» Exercise
Extract each line holding the word "edges" from the entries.

» Data excerpts

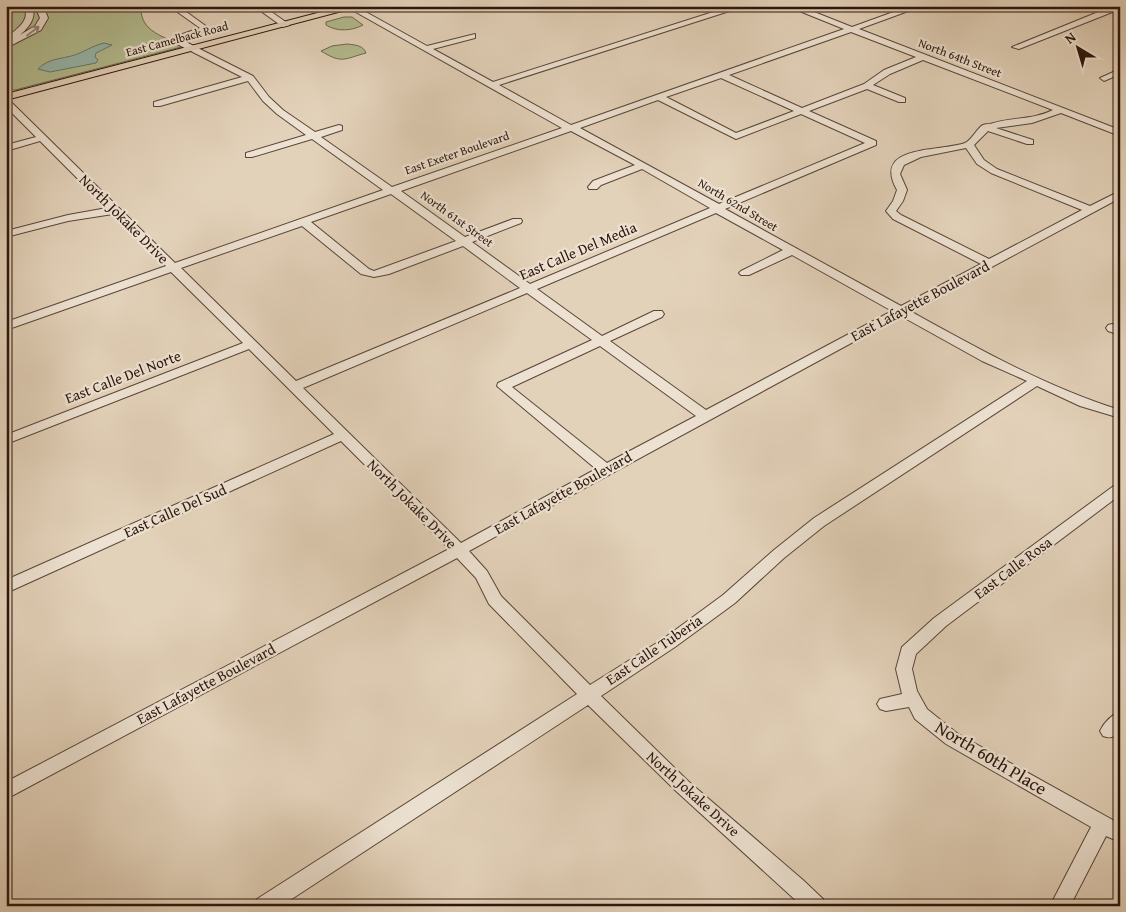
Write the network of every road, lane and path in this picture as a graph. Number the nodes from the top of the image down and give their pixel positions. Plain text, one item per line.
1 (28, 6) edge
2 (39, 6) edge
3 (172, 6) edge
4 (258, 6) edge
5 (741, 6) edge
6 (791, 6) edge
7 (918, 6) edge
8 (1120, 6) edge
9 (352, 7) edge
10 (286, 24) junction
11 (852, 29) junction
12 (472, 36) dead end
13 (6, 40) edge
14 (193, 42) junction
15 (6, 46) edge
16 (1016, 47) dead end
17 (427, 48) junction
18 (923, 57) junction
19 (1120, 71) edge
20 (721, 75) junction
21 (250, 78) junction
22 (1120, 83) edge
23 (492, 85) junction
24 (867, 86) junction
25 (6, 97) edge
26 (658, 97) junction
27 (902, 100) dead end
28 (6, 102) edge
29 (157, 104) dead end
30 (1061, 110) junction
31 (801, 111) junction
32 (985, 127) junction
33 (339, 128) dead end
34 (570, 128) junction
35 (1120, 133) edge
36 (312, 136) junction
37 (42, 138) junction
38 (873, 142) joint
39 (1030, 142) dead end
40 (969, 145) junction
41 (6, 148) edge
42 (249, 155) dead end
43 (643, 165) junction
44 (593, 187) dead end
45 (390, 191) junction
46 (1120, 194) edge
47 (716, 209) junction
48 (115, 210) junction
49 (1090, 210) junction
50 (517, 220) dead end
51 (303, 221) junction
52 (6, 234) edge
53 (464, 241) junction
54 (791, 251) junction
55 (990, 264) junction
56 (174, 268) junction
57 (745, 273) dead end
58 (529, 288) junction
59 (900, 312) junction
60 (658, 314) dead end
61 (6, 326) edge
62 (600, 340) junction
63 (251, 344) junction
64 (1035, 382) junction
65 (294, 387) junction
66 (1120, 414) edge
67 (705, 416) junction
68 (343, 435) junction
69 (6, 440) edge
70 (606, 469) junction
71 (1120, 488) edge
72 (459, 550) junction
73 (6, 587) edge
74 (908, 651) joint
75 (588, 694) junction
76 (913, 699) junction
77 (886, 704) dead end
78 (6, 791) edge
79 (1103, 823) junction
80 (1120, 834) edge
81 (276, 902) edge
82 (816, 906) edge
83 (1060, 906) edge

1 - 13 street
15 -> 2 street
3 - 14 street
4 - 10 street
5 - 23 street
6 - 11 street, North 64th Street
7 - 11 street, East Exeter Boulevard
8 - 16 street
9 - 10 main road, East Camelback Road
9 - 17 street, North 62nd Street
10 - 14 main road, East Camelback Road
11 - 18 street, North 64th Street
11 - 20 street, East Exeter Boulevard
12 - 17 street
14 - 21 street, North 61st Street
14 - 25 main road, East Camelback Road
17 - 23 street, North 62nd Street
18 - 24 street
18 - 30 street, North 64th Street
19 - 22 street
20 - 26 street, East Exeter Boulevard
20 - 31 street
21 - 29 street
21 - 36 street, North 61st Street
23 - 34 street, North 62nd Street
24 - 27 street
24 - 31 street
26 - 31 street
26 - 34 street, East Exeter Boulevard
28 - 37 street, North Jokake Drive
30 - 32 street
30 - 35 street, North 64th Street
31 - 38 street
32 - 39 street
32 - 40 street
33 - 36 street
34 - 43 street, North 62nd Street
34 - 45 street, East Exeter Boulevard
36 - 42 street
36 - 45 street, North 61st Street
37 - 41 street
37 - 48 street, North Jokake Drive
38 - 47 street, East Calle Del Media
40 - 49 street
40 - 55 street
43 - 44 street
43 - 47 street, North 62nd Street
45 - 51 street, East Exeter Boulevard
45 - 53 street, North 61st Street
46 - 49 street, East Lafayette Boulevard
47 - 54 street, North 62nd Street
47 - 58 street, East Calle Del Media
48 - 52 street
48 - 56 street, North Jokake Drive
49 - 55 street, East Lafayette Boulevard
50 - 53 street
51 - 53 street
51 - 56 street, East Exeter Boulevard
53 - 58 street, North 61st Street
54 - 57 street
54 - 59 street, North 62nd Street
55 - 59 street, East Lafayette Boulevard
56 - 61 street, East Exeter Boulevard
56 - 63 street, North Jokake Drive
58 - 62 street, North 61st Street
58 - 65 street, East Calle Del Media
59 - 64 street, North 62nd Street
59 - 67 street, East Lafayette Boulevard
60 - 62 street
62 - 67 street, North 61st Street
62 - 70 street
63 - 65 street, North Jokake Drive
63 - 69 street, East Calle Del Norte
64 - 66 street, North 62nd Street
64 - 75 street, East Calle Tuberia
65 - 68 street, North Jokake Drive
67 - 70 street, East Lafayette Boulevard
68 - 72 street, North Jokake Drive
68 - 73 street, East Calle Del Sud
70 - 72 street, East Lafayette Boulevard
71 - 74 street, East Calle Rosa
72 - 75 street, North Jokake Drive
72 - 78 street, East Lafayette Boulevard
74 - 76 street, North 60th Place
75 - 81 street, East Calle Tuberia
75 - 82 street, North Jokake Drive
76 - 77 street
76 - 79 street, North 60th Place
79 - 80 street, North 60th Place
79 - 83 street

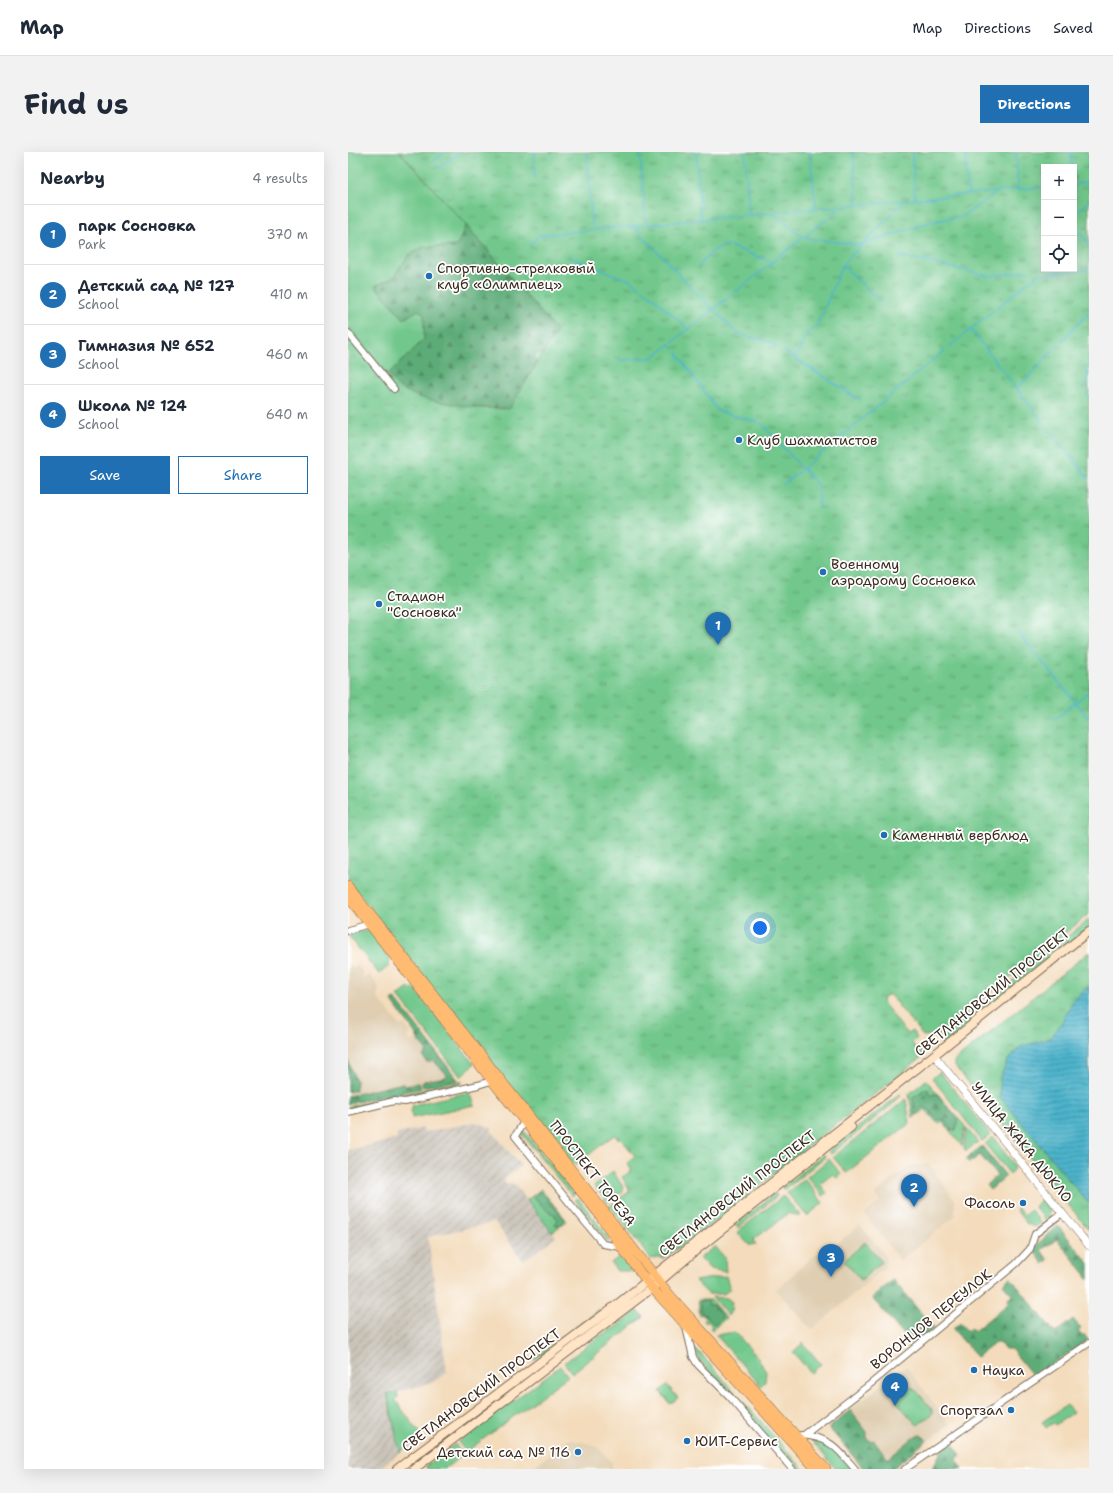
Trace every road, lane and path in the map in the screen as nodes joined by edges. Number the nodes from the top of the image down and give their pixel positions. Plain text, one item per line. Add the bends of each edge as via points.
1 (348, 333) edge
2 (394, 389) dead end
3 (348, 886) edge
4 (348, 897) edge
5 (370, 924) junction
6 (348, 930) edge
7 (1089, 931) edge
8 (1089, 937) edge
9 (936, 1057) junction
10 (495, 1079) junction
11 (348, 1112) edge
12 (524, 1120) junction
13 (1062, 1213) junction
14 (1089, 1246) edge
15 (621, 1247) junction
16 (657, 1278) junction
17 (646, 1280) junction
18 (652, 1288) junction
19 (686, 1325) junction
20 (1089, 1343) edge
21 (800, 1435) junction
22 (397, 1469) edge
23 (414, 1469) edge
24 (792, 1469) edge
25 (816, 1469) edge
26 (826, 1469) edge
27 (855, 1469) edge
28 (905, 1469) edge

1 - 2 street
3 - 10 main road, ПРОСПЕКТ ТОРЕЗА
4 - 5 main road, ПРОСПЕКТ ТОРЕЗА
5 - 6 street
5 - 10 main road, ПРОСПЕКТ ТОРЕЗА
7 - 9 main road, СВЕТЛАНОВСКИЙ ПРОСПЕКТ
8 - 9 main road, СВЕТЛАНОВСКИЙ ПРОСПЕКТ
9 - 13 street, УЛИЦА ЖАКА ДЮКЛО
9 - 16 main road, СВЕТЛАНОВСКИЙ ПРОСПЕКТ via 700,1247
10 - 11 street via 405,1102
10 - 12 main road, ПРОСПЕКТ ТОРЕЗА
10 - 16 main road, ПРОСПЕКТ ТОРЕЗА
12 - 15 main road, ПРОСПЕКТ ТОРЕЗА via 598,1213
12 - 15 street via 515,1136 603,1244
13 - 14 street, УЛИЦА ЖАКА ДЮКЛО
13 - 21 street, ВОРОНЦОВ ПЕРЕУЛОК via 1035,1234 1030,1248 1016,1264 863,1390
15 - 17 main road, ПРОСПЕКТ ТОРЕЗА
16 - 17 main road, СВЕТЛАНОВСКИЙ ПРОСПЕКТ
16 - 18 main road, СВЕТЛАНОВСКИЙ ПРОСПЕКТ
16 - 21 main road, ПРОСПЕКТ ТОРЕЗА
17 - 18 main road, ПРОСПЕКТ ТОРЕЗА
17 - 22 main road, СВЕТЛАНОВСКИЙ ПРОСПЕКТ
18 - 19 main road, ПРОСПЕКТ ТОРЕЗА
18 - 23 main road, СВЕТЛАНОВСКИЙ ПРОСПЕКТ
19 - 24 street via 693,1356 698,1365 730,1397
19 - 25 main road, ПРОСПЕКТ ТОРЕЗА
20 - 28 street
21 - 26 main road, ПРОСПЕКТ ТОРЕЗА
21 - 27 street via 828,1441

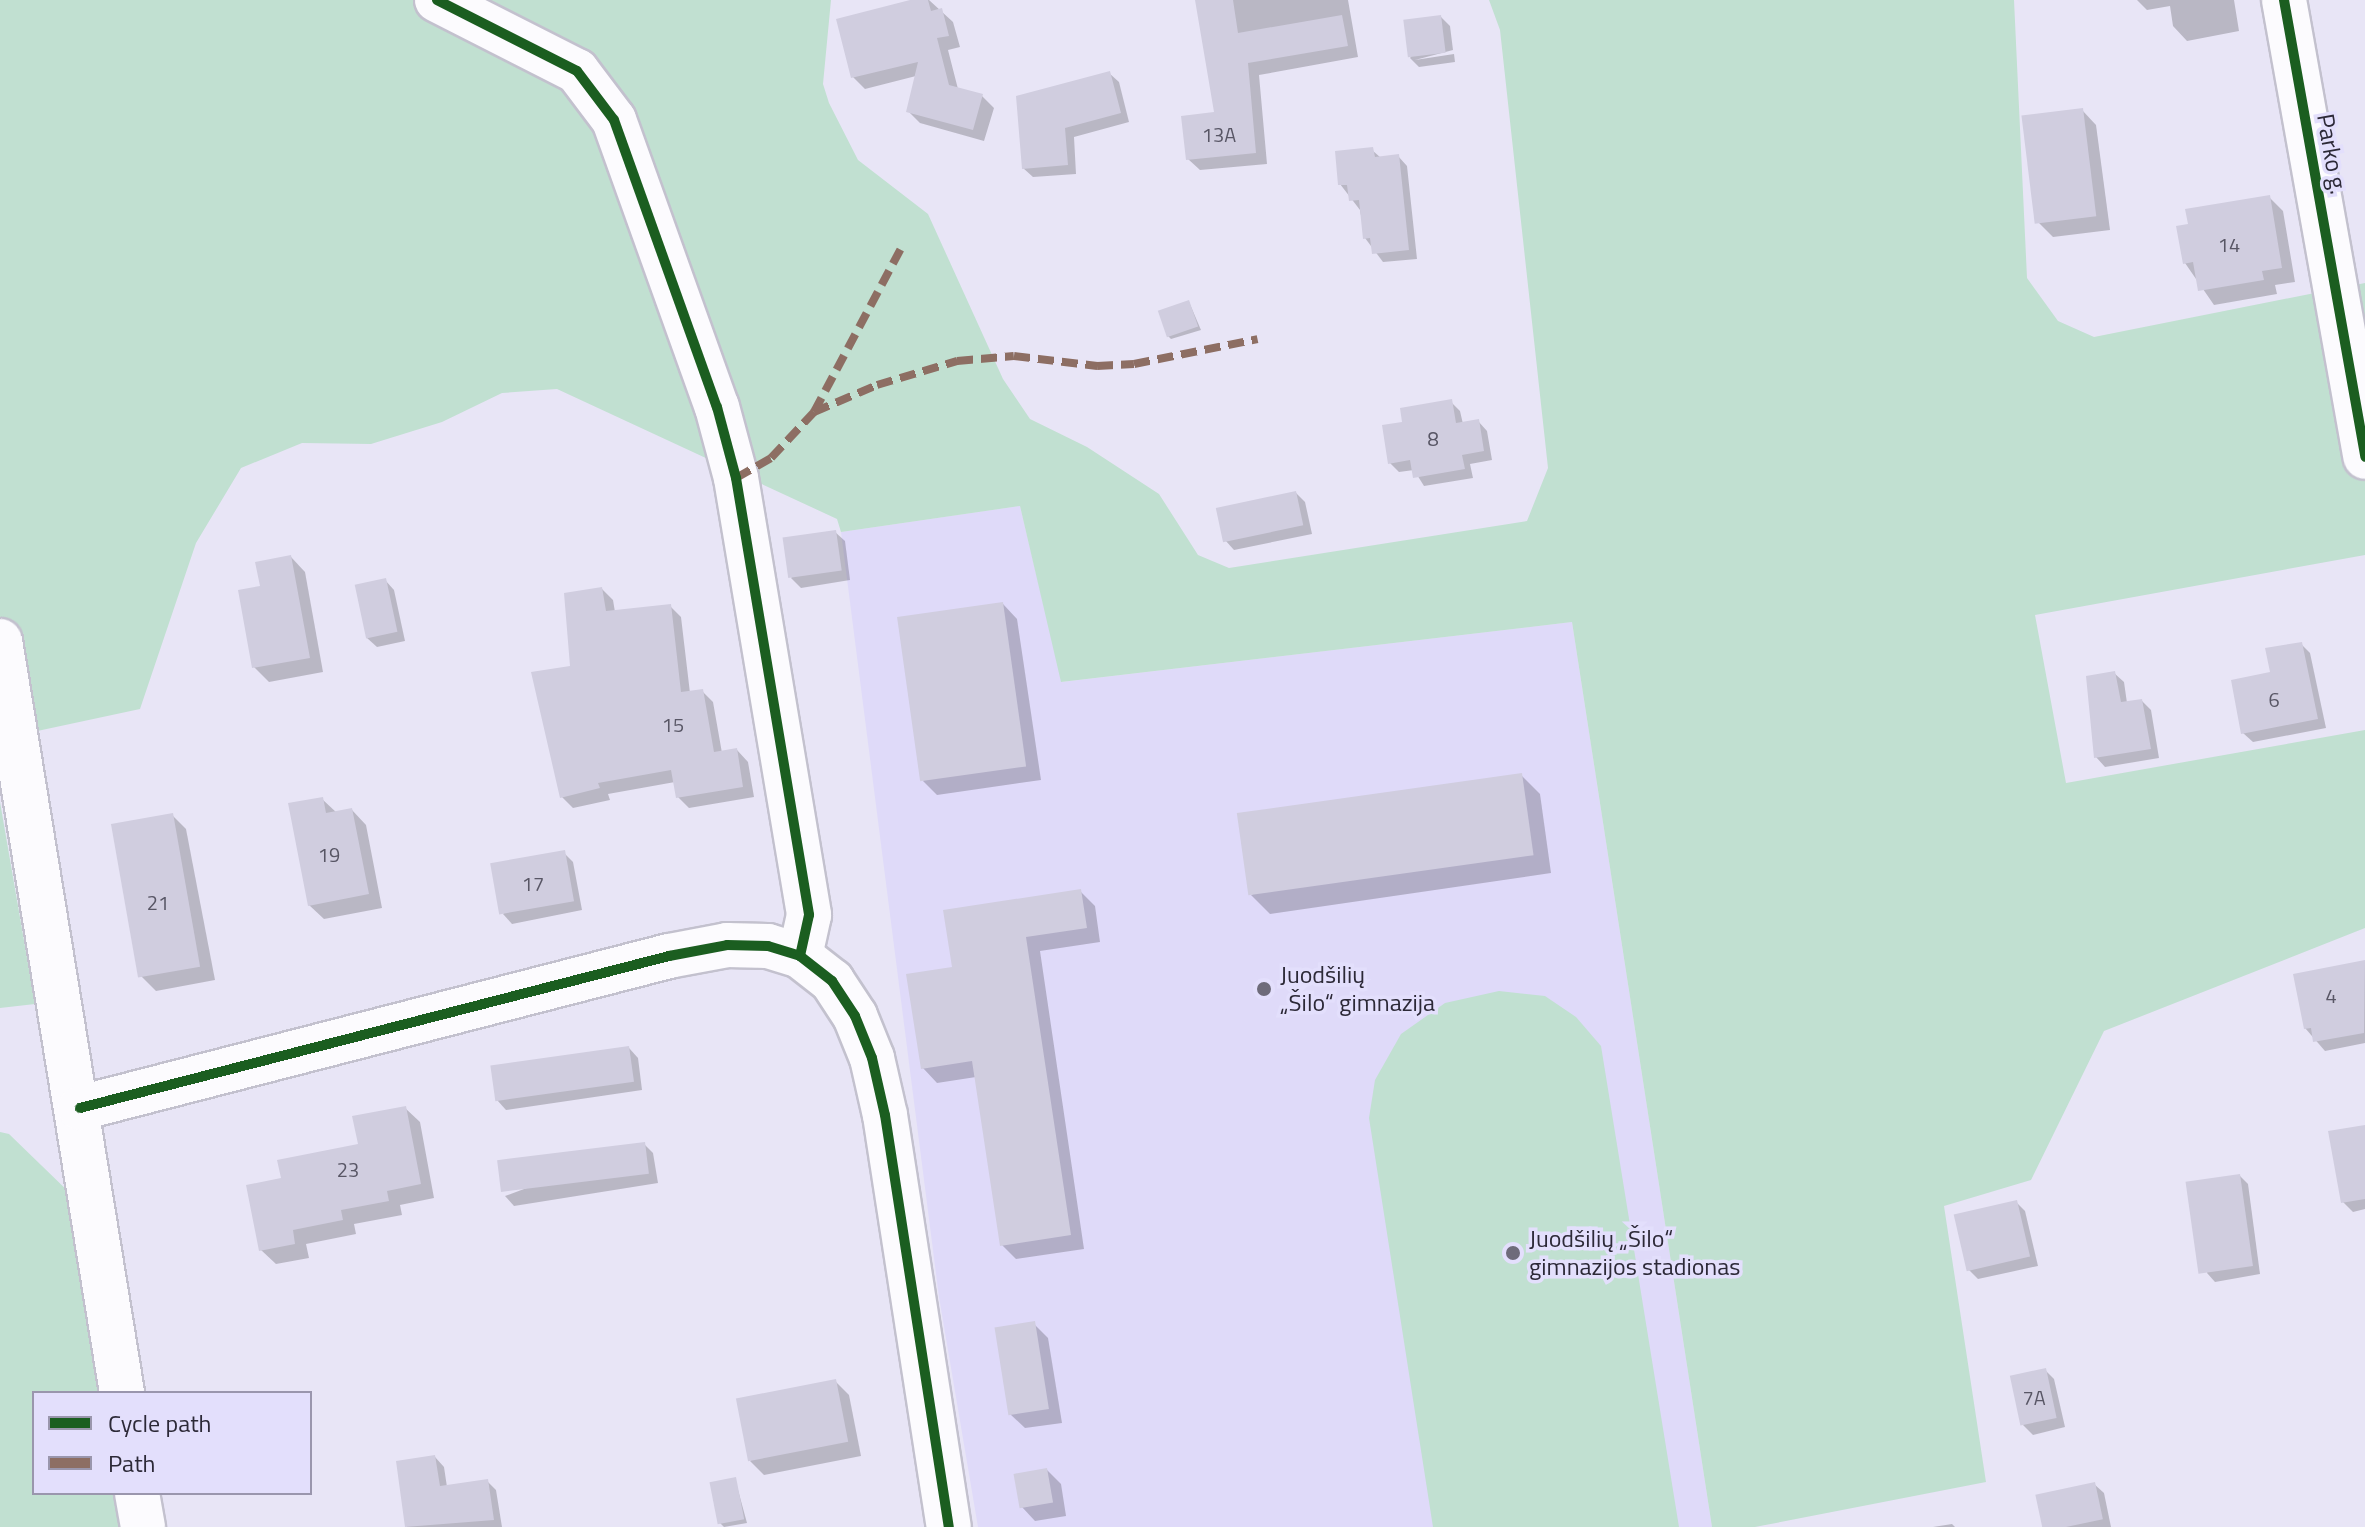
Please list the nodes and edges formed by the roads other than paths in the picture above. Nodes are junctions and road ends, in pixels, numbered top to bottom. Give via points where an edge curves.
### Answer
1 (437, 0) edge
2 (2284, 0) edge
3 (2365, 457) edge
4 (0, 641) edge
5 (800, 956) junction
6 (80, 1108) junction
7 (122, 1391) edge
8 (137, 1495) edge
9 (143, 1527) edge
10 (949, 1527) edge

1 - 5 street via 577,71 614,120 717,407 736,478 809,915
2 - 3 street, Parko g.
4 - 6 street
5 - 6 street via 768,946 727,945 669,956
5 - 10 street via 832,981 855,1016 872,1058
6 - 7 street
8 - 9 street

» Written solution
Trace every road, lane and path in the map in the screen as nodes joined by edges. Number the nodes from the top of the image down and give their pixel positions. Plain text, one item per line. Add the bends of each edge as via points.
Please list the nodes and edges formed by the roads other than paths in the picture above. Nodes are junctions and road ends, in pixels, numbered top to bottom. Give via points where an edge curves.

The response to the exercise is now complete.